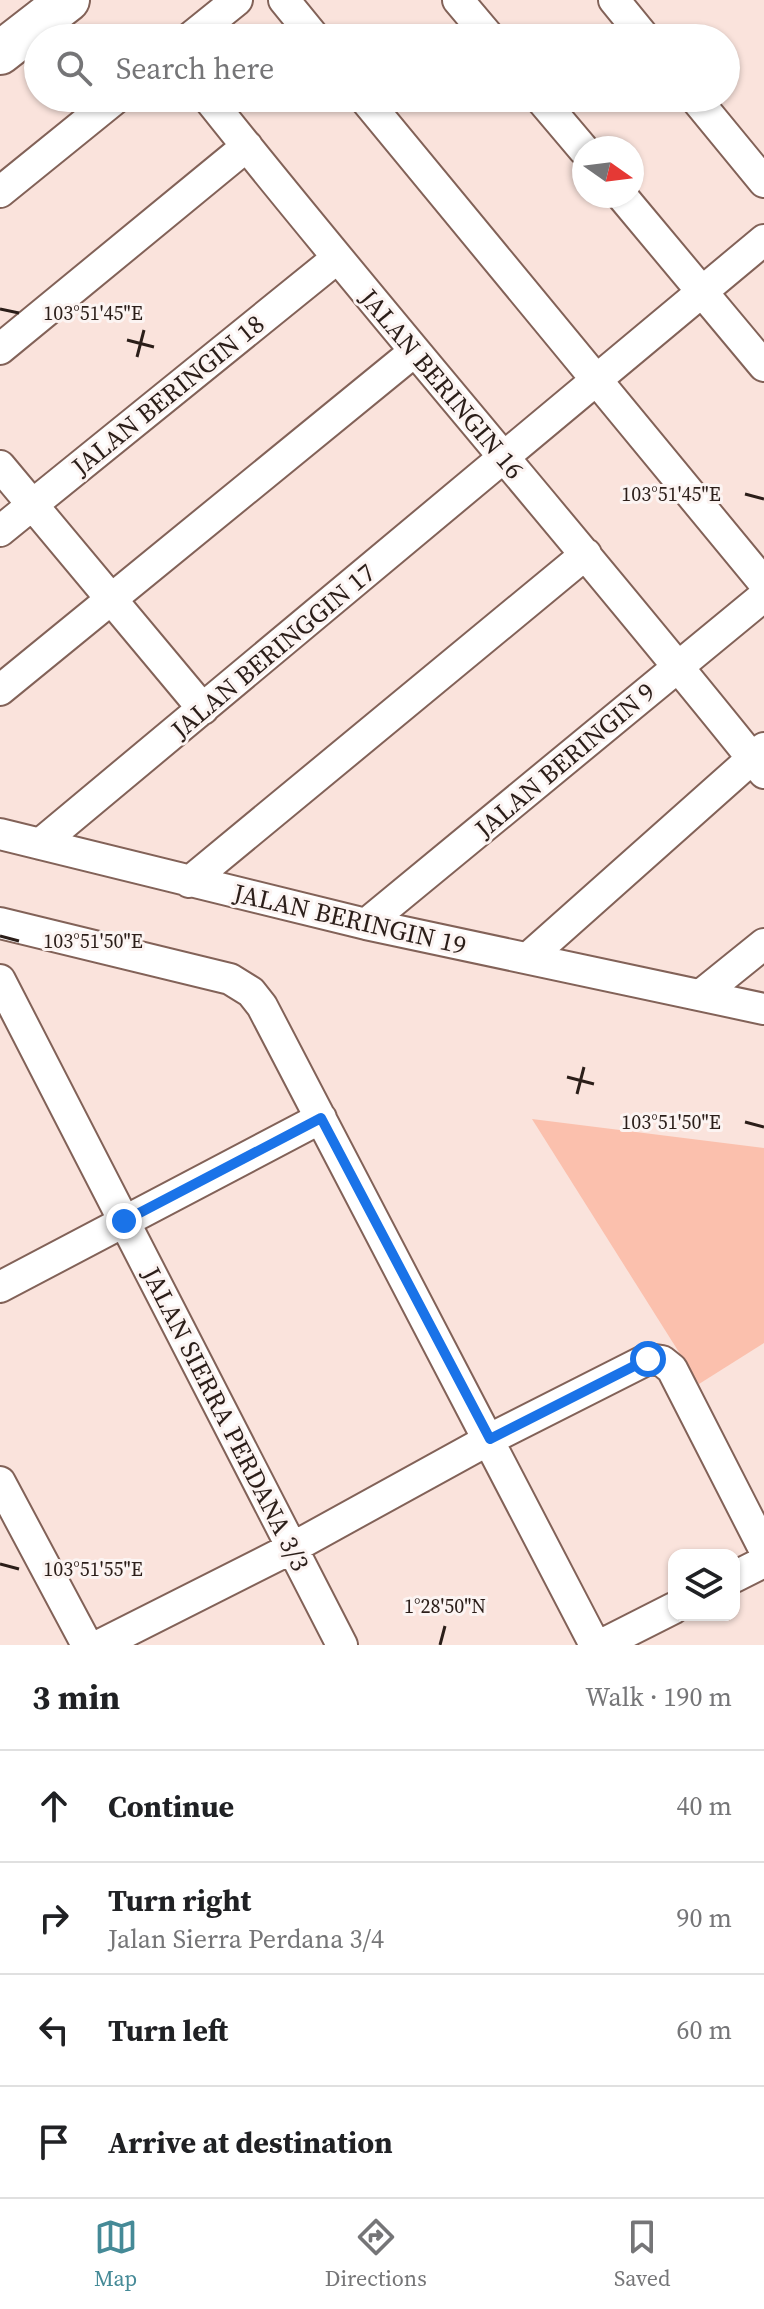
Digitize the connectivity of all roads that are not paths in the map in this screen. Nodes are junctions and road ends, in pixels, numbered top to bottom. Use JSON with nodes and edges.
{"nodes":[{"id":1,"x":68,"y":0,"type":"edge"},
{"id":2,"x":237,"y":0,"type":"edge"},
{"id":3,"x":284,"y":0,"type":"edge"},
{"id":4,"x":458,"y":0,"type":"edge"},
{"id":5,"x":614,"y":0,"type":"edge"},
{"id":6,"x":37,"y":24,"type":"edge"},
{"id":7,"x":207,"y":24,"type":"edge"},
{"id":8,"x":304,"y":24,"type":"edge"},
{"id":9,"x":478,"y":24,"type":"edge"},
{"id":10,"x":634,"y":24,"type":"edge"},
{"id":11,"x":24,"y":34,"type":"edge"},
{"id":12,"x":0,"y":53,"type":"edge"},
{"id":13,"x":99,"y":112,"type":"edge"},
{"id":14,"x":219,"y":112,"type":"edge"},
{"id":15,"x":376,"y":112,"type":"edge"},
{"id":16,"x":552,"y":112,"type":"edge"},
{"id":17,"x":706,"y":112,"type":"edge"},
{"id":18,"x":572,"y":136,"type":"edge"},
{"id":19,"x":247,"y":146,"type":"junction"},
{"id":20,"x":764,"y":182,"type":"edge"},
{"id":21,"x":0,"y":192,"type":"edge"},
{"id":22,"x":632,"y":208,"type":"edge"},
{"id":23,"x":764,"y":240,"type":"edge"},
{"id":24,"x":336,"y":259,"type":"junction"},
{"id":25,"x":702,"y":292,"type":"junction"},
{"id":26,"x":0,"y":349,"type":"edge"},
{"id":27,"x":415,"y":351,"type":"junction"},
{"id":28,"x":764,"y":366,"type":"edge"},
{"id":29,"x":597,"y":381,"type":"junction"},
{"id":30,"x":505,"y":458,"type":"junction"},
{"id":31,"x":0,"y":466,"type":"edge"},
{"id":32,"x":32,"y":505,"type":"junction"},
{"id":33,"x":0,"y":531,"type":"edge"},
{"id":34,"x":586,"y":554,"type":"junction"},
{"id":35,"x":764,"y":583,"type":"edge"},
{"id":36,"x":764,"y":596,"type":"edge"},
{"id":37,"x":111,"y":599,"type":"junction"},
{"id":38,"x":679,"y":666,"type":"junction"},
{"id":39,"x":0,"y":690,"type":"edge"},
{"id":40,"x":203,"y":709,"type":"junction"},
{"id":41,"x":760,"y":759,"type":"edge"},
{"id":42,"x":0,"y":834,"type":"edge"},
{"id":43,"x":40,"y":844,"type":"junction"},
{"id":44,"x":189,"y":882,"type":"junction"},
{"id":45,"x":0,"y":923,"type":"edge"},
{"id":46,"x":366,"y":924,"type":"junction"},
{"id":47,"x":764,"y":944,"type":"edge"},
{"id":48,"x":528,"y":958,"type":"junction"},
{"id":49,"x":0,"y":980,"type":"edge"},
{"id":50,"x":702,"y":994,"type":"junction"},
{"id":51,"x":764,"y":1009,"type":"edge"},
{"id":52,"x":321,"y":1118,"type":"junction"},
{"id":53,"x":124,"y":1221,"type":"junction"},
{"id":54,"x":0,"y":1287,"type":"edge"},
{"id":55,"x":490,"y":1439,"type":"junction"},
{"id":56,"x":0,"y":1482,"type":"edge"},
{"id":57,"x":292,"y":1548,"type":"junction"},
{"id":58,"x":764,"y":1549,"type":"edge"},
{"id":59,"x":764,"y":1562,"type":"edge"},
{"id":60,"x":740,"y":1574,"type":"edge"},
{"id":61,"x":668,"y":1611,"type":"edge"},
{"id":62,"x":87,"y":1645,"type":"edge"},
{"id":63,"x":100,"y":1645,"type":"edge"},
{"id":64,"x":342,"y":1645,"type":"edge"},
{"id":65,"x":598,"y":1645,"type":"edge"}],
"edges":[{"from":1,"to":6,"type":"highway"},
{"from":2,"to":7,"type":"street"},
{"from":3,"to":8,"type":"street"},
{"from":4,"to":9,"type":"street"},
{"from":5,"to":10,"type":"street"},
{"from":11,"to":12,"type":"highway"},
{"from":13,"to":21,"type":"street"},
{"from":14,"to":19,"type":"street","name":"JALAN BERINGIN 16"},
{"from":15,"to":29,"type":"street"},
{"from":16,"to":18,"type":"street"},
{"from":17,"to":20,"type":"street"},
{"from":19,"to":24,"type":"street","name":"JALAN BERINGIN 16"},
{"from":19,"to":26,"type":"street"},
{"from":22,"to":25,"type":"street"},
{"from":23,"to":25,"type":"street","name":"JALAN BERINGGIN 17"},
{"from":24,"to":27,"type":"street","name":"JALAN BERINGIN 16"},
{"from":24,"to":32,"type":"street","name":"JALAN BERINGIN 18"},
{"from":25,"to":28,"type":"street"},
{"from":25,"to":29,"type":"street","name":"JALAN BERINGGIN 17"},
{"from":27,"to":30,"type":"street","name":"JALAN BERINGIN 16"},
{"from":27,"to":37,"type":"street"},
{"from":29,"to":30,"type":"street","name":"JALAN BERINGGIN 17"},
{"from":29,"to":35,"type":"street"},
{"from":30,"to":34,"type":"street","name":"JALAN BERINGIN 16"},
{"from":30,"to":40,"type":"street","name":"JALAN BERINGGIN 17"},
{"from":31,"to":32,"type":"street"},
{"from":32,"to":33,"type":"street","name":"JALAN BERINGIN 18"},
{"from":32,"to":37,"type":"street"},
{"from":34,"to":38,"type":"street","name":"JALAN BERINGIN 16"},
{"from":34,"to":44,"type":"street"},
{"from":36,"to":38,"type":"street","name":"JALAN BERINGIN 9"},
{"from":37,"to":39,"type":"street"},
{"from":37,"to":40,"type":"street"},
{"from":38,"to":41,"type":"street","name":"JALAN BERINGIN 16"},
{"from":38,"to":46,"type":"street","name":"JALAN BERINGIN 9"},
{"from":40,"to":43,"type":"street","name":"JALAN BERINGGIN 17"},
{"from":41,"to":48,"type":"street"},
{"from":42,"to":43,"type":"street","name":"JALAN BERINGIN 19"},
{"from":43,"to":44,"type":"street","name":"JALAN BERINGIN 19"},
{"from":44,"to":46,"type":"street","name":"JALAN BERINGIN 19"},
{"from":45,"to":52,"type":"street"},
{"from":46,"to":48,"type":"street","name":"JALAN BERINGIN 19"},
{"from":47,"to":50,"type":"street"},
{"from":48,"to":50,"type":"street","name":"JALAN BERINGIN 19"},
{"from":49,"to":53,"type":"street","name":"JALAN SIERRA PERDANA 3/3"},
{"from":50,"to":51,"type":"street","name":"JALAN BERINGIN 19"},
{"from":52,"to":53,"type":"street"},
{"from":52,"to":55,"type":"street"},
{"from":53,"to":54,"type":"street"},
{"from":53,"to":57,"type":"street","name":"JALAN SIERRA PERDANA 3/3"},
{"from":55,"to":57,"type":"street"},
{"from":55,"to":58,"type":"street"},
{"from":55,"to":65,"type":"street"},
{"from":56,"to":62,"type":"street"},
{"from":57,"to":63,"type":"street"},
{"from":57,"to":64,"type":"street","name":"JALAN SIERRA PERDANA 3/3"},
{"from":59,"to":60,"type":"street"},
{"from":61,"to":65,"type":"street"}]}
- - - -
Return the full set of lines above word for word and with no pictures.

Digitize the connectivity of all roads that are not paths in the map in this screen. Nodes are junctions and road ends, in pixels, numbered top to bottom. Use JSON with nodes and edges.
{"nodes":[{"id":1,"x":68,"y":0,"type":"edge"},
{"id":2,"x":237,"y":0,"type":"edge"},
{"id":3,"x":284,"y":0,"type":"edge"},
{"id":4,"x":458,"y":0,"type":"edge"},
{"id":5,"x":614,"y":0,"type":"edge"},
{"id":6,"x":37,"y":24,"type":"edge"},
{"id":7,"x":207,"y":24,"type":"edge"},
{"id":8,"x":304,"y":24,"type":"edge"},
{"id":9,"x":478,"y":24,"type":"edge"},
{"id":10,"x":634,"y":24,"type":"edge"},
{"id":11,"x":24,"y":34,"type":"edge"},
{"id":12,"x":0,"y":53,"type":"edge"},
{"id":13,"x":99,"y":112,"type":"edge"},
{"id":14,"x":219,"y":112,"type":"edge"},
{"id":15,"x":376,"y":112,"type":"edge"},
{"id":16,"x":552,"y":112,"type":"edge"},
{"id":17,"x":706,"y":112,"type":"edge"},
{"id":18,"x":572,"y":136,"type":"edge"},
{"id":19,"x":247,"y":146,"type":"junction"},
{"id":20,"x":764,"y":182,"type":"edge"},
{"id":21,"x":0,"y":192,"type":"edge"},
{"id":22,"x":632,"y":208,"type":"edge"},
{"id":23,"x":764,"y":240,"type":"edge"},
{"id":24,"x":336,"y":259,"type":"junction"},
{"id":25,"x":702,"y":292,"type":"junction"},
{"id":26,"x":0,"y":349,"type":"edge"},
{"id":27,"x":415,"y":351,"type":"junction"},
{"id":28,"x":764,"y":366,"type":"edge"},
{"id":29,"x":597,"y":381,"type":"junction"},
{"id":30,"x":505,"y":458,"type":"junction"},
{"id":31,"x":0,"y":466,"type":"edge"},
{"id":32,"x":32,"y":505,"type":"junction"},
{"id":33,"x":0,"y":531,"type":"edge"},
{"id":34,"x":586,"y":554,"type":"junction"},
{"id":35,"x":764,"y":583,"type":"edge"},
{"id":36,"x":764,"y":596,"type":"edge"},
{"id":37,"x":111,"y":599,"type":"junction"},
{"id":38,"x":679,"y":666,"type":"junction"},
{"id":39,"x":0,"y":690,"type":"edge"},
{"id":40,"x":203,"y":709,"type":"junction"},
{"id":41,"x":760,"y":759,"type":"edge"},
{"id":42,"x":0,"y":834,"type":"edge"},
{"id":43,"x":40,"y":844,"type":"junction"},
{"id":44,"x":189,"y":882,"type":"junction"},
{"id":45,"x":0,"y":923,"type":"edge"},
{"id":46,"x":366,"y":924,"type":"junction"},
{"id":47,"x":764,"y":944,"type":"edge"},
{"id":48,"x":528,"y":958,"type":"junction"},
{"id":49,"x":0,"y":980,"type":"edge"},
{"id":50,"x":702,"y":994,"type":"junction"},
{"id":51,"x":764,"y":1009,"type":"edge"},
{"id":52,"x":321,"y":1118,"type":"junction"},
{"id":53,"x":124,"y":1221,"type":"junction"},
{"id":54,"x":0,"y":1287,"type":"edge"},
{"id":55,"x":490,"y":1439,"type":"junction"},
{"id":56,"x":0,"y":1482,"type":"edge"},
{"id":57,"x":292,"y":1548,"type":"junction"},
{"id":58,"x":764,"y":1549,"type":"edge"},
{"id":59,"x":764,"y":1562,"type":"edge"},
{"id":60,"x":740,"y":1574,"type":"edge"},
{"id":61,"x":668,"y":1611,"type":"edge"},
{"id":62,"x":87,"y":1645,"type":"edge"},
{"id":63,"x":100,"y":1645,"type":"edge"},
{"id":64,"x":342,"y":1645,"type":"edge"},
{"id":65,"x":598,"y":1645,"type":"edge"}],
"edges":[{"from":1,"to":6,"type":"highway"},
{"from":2,"to":7,"type":"street"},
{"from":3,"to":8,"type":"street"},
{"from":4,"to":9,"type":"street"},
{"from":5,"to":10,"type":"street"},
{"from":11,"to":12,"type":"highway"},
{"from":13,"to":21,"type":"street"},
{"from":14,"to":19,"type":"street","name":"JALAN BERINGIN 16"},
{"from":15,"to":29,"type":"street"},
{"from":16,"to":18,"type":"street"},
{"from":17,"to":20,"type":"street"},
{"from":19,"to":24,"type":"street","name":"JALAN BERINGIN 16"},
{"from":19,"to":26,"type":"street"},
{"from":22,"to":25,"type":"street"},
{"from":23,"to":25,"type":"street","name":"JALAN BERINGGIN 17"},
{"from":24,"to":27,"type":"street","name":"JALAN BERINGIN 16"},
{"from":24,"to":32,"type":"street","name":"JALAN BERINGIN 18"},
{"from":25,"to":28,"type":"street"},
{"from":25,"to":29,"type":"street","name":"JALAN BERINGGIN 17"},
{"from":27,"to":30,"type":"street","name":"JALAN BERINGIN 16"},
{"from":27,"to":37,"type":"street"},
{"from":29,"to":30,"type":"street","name":"JALAN BERINGGIN 17"},
{"from":29,"to":35,"type":"street"},
{"from":30,"to":34,"type":"street","name":"JALAN BERINGIN 16"},
{"from":30,"to":40,"type":"street","name":"JALAN BERINGGIN 17"},
{"from":31,"to":32,"type":"street"},
{"from":32,"to":33,"type":"street","name":"JALAN BERINGIN 18"},
{"from":32,"to":37,"type":"street"},
{"from":34,"to":38,"type":"street","name":"JALAN BERINGIN 16"},
{"from":34,"to":44,"type":"street"},
{"from":36,"to":38,"type":"street","name":"JALAN BERINGIN 9"},
{"from":37,"to":39,"type":"street"},
{"from":37,"to":40,"type":"street"},
{"from":38,"to":41,"type":"street","name":"JALAN BERINGIN 16"},
{"from":38,"to":46,"type":"street","name":"JALAN BERINGIN 9"},
{"from":40,"to":43,"type":"street","name":"JALAN BERINGGIN 17"},
{"from":41,"to":48,"type":"street"},
{"from":42,"to":43,"type":"street","name":"JALAN BERINGIN 19"},
{"from":43,"to":44,"type":"street","name":"JALAN BERINGIN 19"},
{"from":44,"to":46,"type":"street","name":"JALAN BERINGIN 19"},
{"from":45,"to":52,"type":"street"},
{"from":46,"to":48,"type":"street","name":"JALAN BERINGIN 19"},
{"from":47,"to":50,"type":"street"},
{"from":48,"to":50,"type":"street","name":"JALAN BERINGIN 19"},
{"from":49,"to":53,"type":"street","name":"JALAN SIERRA PERDANA 3/3"},
{"from":50,"to":51,"type":"street","name":"JALAN BERINGIN 19"},
{"from":52,"to":53,"type":"street"},
{"from":52,"to":55,"type":"street"},
{"from":53,"to":54,"type":"street"},
{"from":53,"to":57,"type":"street","name":"JALAN SIERRA PERDANA 3/3"},
{"from":55,"to":57,"type":"street"},
{"from":55,"to":58,"type":"street"},
{"from":55,"to":65,"type":"street"},
{"from":56,"to":62,"type":"street"},
{"from":57,"to":63,"type":"street"},
{"from":57,"to":64,"type":"street","name":"JALAN SIERRA PERDANA 3/3"},
{"from":59,"to":60,"type":"street"},
{"from":61,"to":65,"type":"street"}]}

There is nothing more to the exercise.